MAUI, Hawaii — If the automatic budget cuts known as sequestration return in late 2015, U.S. Air Force Space Command likely would have to mothball radars, telescopes or other elements of its ground-based space surveillance architecture, the service’s top space official said.
In an interview here with SpaceNews Sept. 9 at the Advanced Maui Optical and Space Surveillance Technologies Conference, Gen. John Hyten, commander of Air Force Space Command, said it is unlikely sequestration would force the service to stop operating any of its satellite constellations, but warned of a dire outlook.
“2016 scares me,” he said.
As Defense Department officials put together fiscal year 2016 budget proposals the White House will deliver to Congress early next year, the return of sequestration remains a possibility. Hyten said Space Command is assembling several options for the budget, including those that work within sequestration caps.
Sequestration refers to the across-the-board spending cuts mandated by the Budget Control Act of 2011 following the failure of Congress and the White House to agree on a long-term deficit reduction plan. While spending levels proposed for 2015 would not be affected because they comply with a two-year budget framework Congress passed in 2013, sequestration is set to return with the start of fiscal year 2016 next October unless Congress takes further action to rollback sequestration.
“If we go to a sequestration budget it will break Space Command,” he said. “We’ve already taken every fungible asset we can try to figure out. Now we have to go after real capability. What is it you want to stop doing? You want to stop doing GPS? You want to stop doing [missile warning]? You want to stop doing ground-based missile warning? You want to stop doing deep space surveillance? What mission do you want to stop doing?”

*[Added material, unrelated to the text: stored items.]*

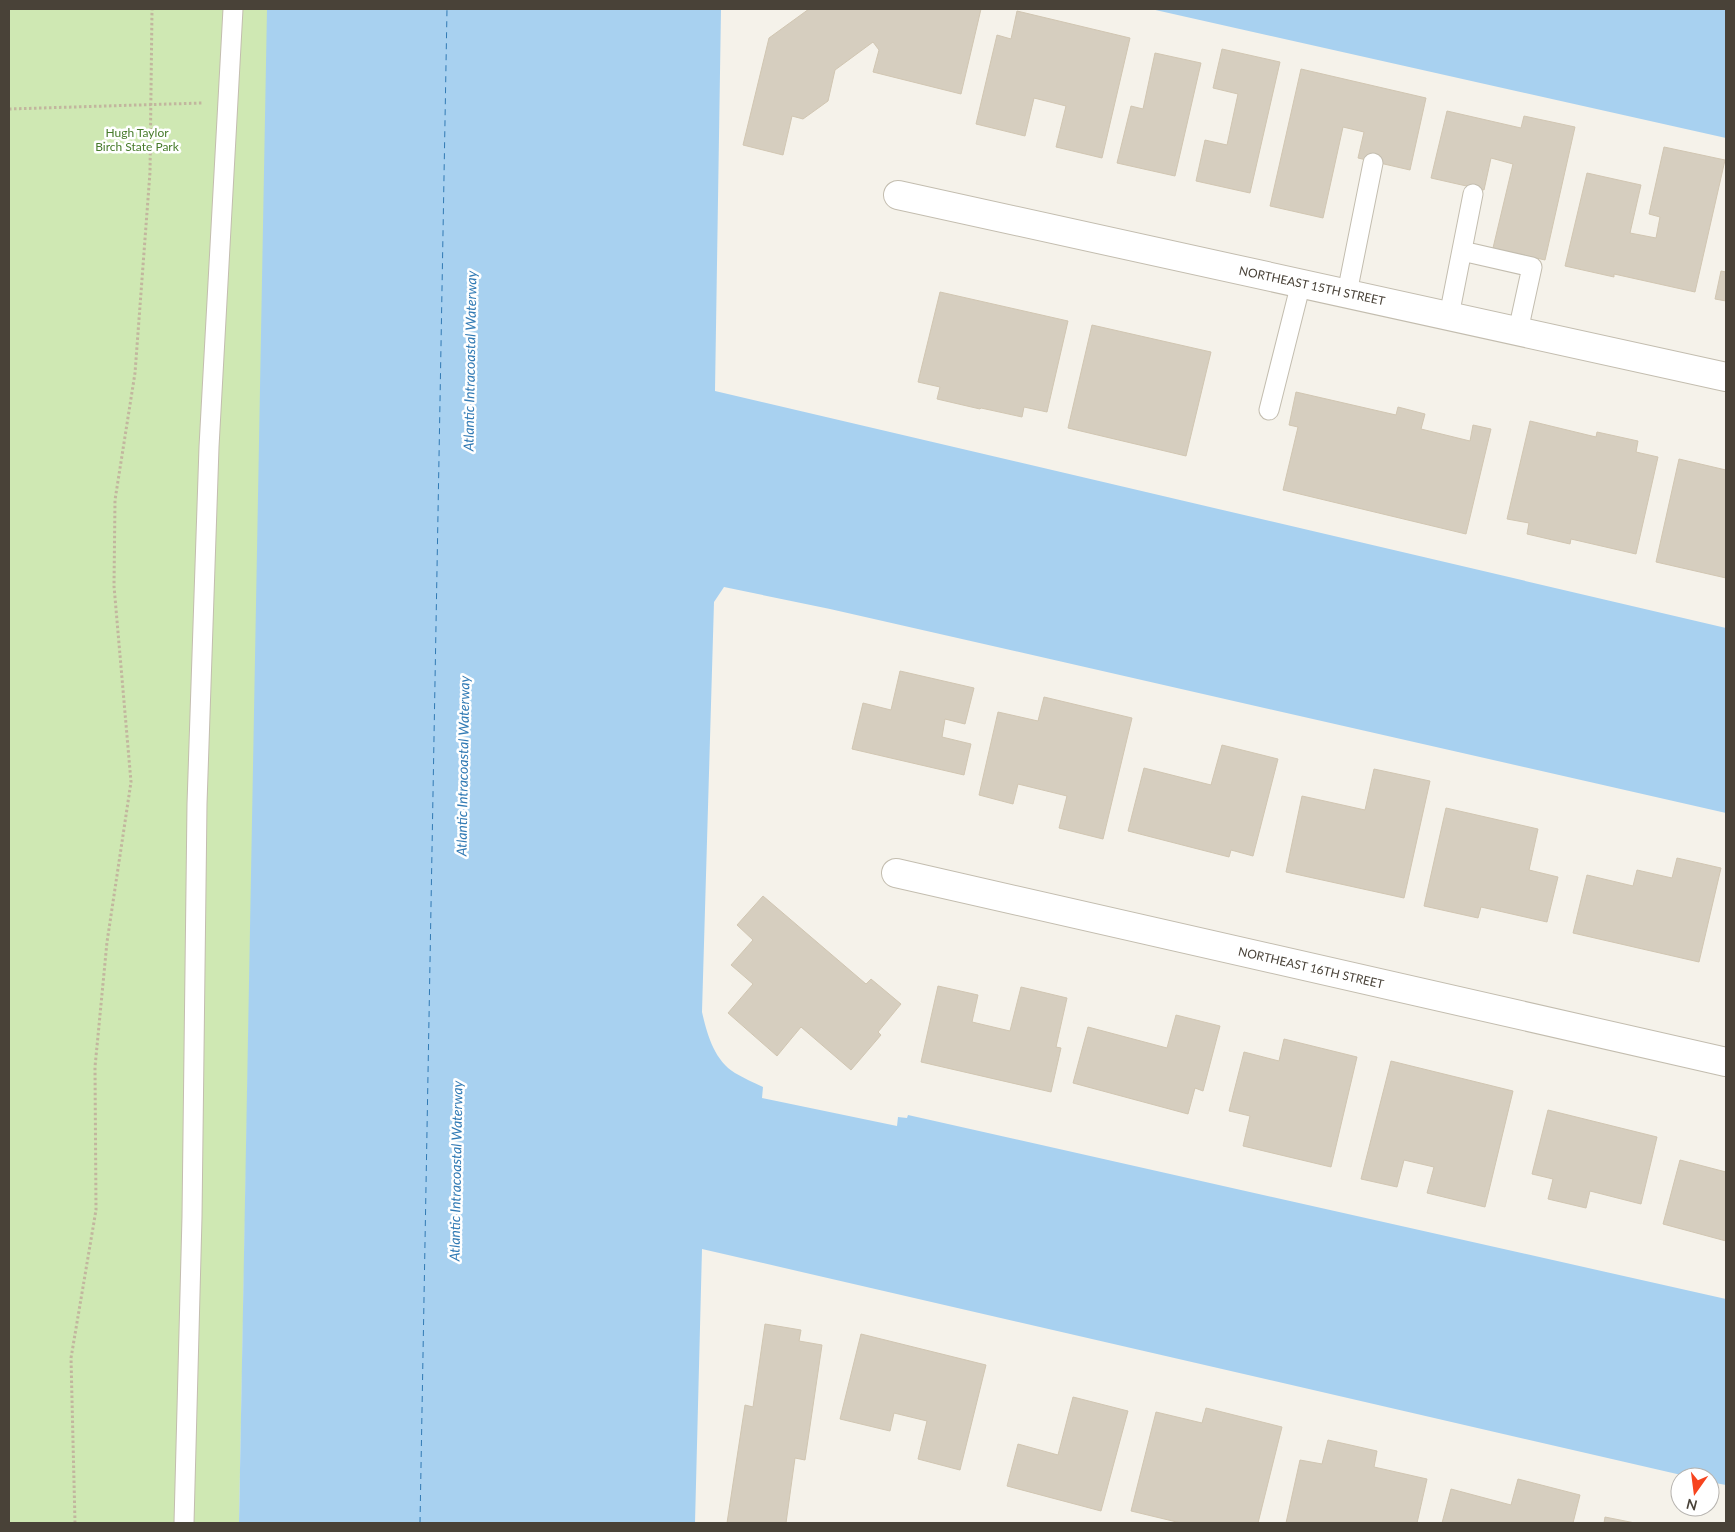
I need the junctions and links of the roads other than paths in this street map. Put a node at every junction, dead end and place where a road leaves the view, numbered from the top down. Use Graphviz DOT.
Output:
graph roads {
  1 [pos="232,9"];
  2 [pos="1373,163"];
  3 [pos="1473,194"];
  4 [pos="898,195"];
  5 [pos="1462,251"];
  6 [pos="1300,283"];
  7 [pos="1347,293"];
  8 [pos="1449,316"];
  9 [pos="1518,331"];
  10 [pos="1726,377"];
  11 [pos="1269,410"];
  12 [pos="896,873"];
  13 [pos="1726,1062"];
  14 [pos="184,1523"];
  1 -- 14 [label="lane"];
  2 -- 7 [label="lane"];
  3 -- 5 [label="lane"];
  4 -- 6 [label="street, NORTHEAST 15TH STREET"];
  5 -- 8 [label="lane"];
  5 -- 9 [label="lane"];
  6 -- 7 [label="street, NORTHEAST 15TH STREET"];
  6 -- 11 [label="lane"];
  7 -- 8 [label="street, NORTHEAST 15TH STREET"];
  8 -- 9 [label="street, NORTHEAST 15TH STREET"];
  9 -- 10 [label="street, NORTHEAST 15TH STREET"];
  12 -- 13 [label="street, NORTHEAST 16TH STREET"];
}
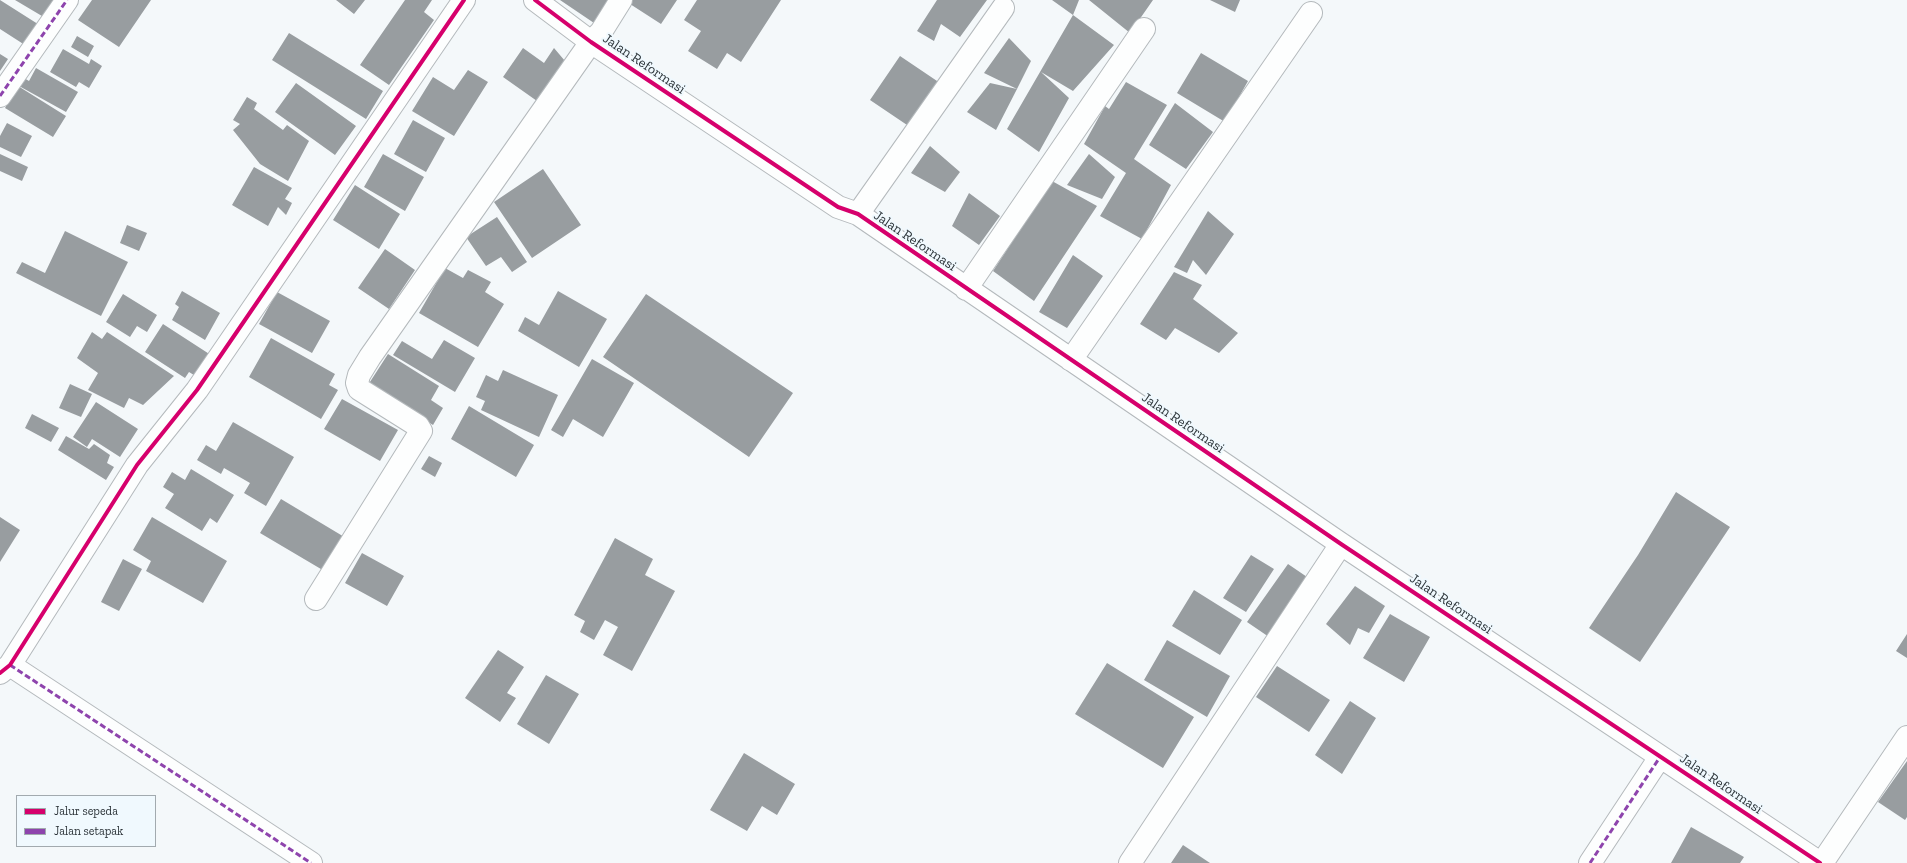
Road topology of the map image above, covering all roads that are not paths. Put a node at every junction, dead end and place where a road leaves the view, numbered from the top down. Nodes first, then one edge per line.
1 (67, 0) edge
2 (464, 0) edge
3 (535, 0) edge
4 (621, 0) edge
5 (1004, 8) dead end
6 (1311, 13) dead end
7 (1144, 29) dead end
8 (591, 42) junction
9 (0, 96) edge
10 (858, 214) junction
11 (966, 289) junction
12 (1071, 360) junction
13 (1341, 544) junction
14 (316, 599) dead end
15 (5, 669) edge
16 (1907, 737) edge
17 (1660, 757) junction
18 (311, 863) edge
19 (1130, 863) edge
20 (1590, 863) edge
21 (1821, 863) edge

1 - 9 street
2 - 15 street
3 - 8 street, Jalan Reformasi
4 - 8 street
5 - 10 street
6 - 12 street
7 - 11 street
8 - 10 street, Jalan Reformasi
8 - 14 street
10 - 11 street, Jalan Reformasi
11 - 12 street, Jalan Reformasi
12 - 13 street, Jalan Reformasi
13 - 17 street, Jalan Reformasi
13 - 19 street
15 - 18 street
16 - 21 street
17 - 20 street
17 - 21 street, Jalan Reformasi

Space leaders have said they are in a unique position when it comes to budget cuts, specifically to its operation and maintenance budgets. While the Air Force can ground squadrons or reduce flight hours, they say, the service cannot stop flying a satellite without significant cost and a long-term loss of capability. To help convince Pentagon and congressional leaders of the difficult budget situation, Hyten said Space Command leaders “put real options on the table,” without specifying what those plans entailed.
“The options are close this, close this, close this,” he said. “The worst case would be a constellation but I don’t think anybody believes that the United States will tell us to shut down a constellation. That means you have to go to the ground-based architecture and start closing down elements of the ground-based architecture. Radars, telescopes, they’re all part of the ground-based architecture you have to start looking at.”
Such moves are likely to be met with resistance from within some pockets of the Defense Department.
“Every time we put forward something, people rightly said, ‘you’re crazy. You’re just joking.’ The missile defense guys came and said, ‘you can’t shut down Cobra Dane.’ Everything we put forth is critical to some military mission,” Hyten said in a separate interview last month.
Cobra Dane is an Air Force radar at Eareckson Air Station in Shemya, Alaska, that provides missile warning data and provides information to NASA on orbital debris.
Facing similar budget constraints a year ago, Space Command leaders opted to shut down the Air Force Space Surveillance System of ground-based multistatic radars in September 2013 to save money in its operation budget. While waiting for its next generation object tracking system, an S-band radar known as Space Fence, to come on line, the Air Force is relying on other surveillance assets, including other ground-based radars, optical sensors and satellites.
During that same round of reduction, Space Command leaders also reduced the number of contractors at the command’s headquarters at Peterson Air Force Base in Colorado Springs, Colorado.
Compounding the difficulty with the 2016 budget is the fact that Space Command is facing the loss of about 230 jobs as part of a broad Defense Department plan to cut costs and staff by 20 percent.
A Defense Department report from April said sequestration would mean buying two, rather than three, of the service’s next-generation position, navigation and timing satellites in 2017 from prime contractor Lockheed Martin Space Systems of Denver. That change would save the Air Force $288 million that year.
Meanwhile, Hyten said the 2016 budget will continue to move the Air Force’s satellite portfolio toward disaggregation, an emerging vision for space that favors smaller, less complex satellites, hosted payloads and a series of other reforms over larger, more complex systems that have been the standard for several decades.
“We’re going down that path,” he said. “Not only is it operationally more effective, but I think we can do it fiscally more responsibly as well.